Different shingle manufacturers achieve this in different ways. Some of them make the fiberglass mat and shingles thicker to help spread the impact, while others use more rubberized materials to make the objects bounce off.
How Are Impact Resistant Shingles Good For My Home?
Shingles with an impact-resistant rating won’t break apart during a hail storm, meaning you are much less likely to end up with leaks after a hail storm. Regular shingles could split and expose the wooden decking, which could lead to water inside the home. The shingles also typically come with a better warranty. Upgrading to these shingles also may come with a discount on your insurance premiums! Who doesn’t love saving money?
The Possible Downsides
Every good thing comes with a couple of downsides. In this case, it’s mainly cost. Impact-resistant shingles can be more expensive than standard architectural shingles. When getting a new roof, your insurance company isn’t likely to upgrade to an impact-resistant shingle either, so the difference falls on your shoulders if you choose these.

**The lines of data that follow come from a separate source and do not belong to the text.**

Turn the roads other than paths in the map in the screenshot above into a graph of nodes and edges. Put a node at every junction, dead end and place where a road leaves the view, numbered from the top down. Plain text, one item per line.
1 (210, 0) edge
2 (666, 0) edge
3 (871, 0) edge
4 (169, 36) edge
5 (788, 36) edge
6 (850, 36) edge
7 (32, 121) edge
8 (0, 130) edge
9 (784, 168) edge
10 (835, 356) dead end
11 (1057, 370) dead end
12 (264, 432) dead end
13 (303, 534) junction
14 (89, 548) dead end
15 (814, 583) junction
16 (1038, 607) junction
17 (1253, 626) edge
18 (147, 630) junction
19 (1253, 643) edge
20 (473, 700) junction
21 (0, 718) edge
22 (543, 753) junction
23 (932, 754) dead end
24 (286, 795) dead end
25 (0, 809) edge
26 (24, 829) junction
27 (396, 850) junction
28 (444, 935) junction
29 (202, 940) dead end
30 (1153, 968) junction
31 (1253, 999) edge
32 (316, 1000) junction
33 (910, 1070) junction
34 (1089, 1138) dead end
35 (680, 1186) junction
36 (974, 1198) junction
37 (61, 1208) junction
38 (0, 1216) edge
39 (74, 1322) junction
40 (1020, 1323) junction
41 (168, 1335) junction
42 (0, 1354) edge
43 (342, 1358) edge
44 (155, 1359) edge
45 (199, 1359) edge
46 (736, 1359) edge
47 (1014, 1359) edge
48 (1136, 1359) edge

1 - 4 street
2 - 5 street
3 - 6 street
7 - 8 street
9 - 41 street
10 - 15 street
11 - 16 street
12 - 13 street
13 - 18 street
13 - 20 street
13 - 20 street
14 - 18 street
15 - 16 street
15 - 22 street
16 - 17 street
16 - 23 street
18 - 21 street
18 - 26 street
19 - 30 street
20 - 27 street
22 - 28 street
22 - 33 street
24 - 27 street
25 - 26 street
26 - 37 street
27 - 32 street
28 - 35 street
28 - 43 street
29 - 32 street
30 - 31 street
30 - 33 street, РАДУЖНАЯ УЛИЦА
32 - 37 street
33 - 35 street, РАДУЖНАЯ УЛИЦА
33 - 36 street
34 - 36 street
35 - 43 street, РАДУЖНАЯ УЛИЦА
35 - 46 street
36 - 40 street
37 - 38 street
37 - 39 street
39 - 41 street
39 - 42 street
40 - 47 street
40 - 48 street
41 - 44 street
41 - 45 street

Another thing to keep in mind is that some insurance companies will no longer pay for roofs with what they deem “cosmetic damage”, even if it is true hail damage if you upgrade. Make sure you read your paperwork very clearly when filling it out to get that premium discount!
Armed with this knowledge, you should be able to make a better-informed decision on what kind of shingles would be best for your home. Hometown Roofing can help you through any and all questions you may have about impact-resistant shingles. Give us a call today!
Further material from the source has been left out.